====== Available data

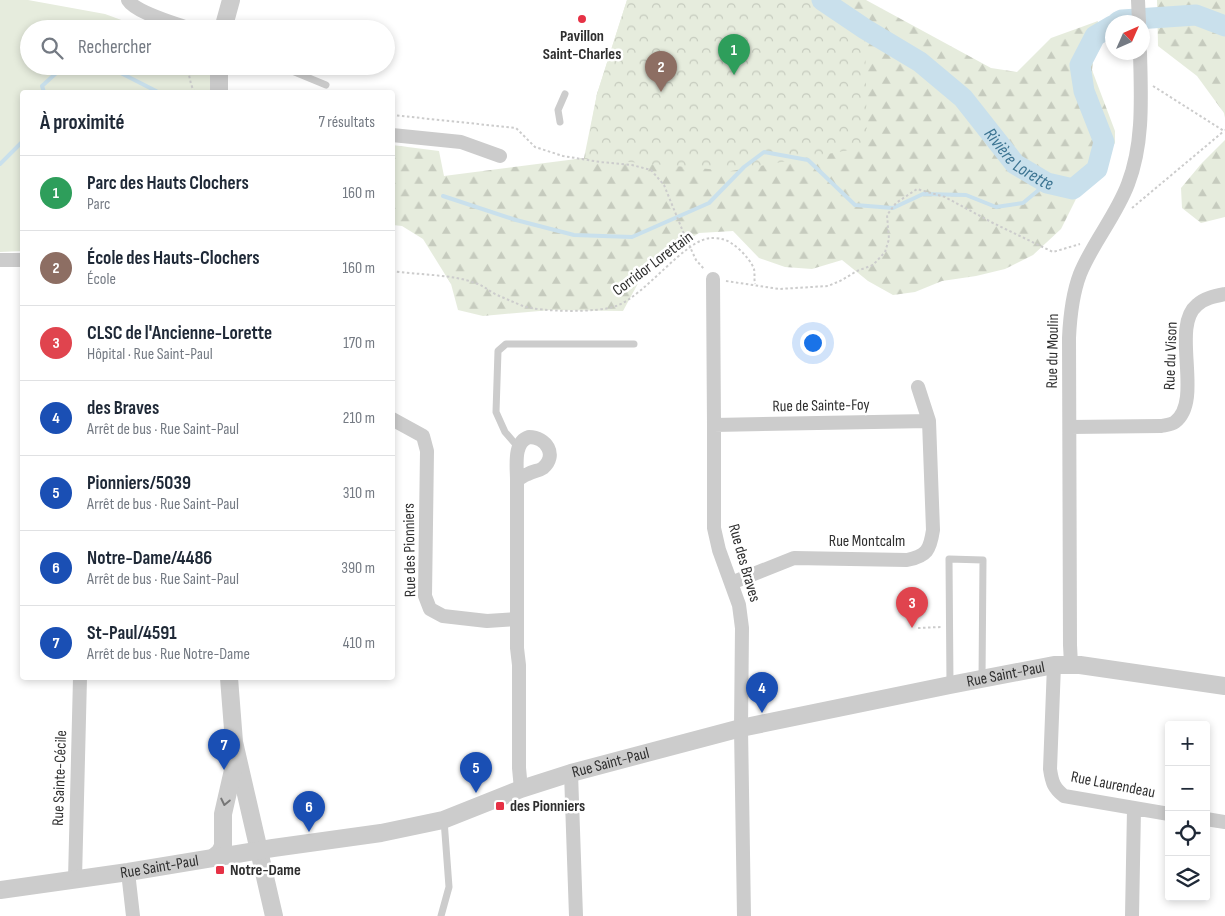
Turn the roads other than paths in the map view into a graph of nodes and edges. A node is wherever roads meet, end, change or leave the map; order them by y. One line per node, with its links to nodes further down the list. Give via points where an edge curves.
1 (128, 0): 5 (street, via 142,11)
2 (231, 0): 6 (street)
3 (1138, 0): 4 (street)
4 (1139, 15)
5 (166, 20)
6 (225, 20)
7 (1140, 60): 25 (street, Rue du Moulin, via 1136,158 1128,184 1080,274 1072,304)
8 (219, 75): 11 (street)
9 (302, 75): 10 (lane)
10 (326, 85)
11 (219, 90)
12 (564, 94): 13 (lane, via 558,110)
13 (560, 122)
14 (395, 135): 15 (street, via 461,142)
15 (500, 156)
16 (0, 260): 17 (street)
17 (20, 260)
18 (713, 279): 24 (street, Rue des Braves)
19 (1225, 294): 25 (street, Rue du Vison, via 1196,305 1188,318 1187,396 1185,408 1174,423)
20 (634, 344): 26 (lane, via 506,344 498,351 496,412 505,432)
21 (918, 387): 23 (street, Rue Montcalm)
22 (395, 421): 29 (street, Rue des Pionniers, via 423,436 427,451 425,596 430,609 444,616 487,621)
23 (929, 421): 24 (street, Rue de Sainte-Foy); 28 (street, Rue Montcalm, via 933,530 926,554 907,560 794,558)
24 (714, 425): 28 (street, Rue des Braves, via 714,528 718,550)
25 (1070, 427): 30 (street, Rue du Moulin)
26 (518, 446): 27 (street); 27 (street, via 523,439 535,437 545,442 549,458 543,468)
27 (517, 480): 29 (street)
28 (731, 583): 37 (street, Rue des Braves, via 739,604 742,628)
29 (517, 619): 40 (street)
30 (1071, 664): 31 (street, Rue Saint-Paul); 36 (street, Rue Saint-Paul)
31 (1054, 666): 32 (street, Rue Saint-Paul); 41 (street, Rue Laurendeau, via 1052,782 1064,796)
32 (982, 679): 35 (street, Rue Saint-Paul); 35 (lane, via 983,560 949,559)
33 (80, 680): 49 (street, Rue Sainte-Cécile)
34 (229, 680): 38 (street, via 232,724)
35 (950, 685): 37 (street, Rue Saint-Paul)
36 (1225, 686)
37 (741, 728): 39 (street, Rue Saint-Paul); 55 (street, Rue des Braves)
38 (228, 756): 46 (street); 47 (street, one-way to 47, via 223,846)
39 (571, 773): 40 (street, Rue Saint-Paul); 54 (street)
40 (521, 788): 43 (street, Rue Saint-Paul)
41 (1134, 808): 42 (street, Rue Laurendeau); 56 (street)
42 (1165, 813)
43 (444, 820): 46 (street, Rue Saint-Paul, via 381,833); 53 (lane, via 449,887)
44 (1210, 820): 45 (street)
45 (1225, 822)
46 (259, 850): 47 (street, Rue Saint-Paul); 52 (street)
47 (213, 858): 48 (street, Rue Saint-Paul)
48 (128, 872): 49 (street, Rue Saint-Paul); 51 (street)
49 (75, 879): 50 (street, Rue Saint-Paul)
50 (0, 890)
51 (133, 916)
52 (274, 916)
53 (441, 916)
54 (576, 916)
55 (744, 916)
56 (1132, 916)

============

*Assigned task:* In how many lines of the records does the word "Moulin" appear? Answer with the number only.

*Result of the task:* 2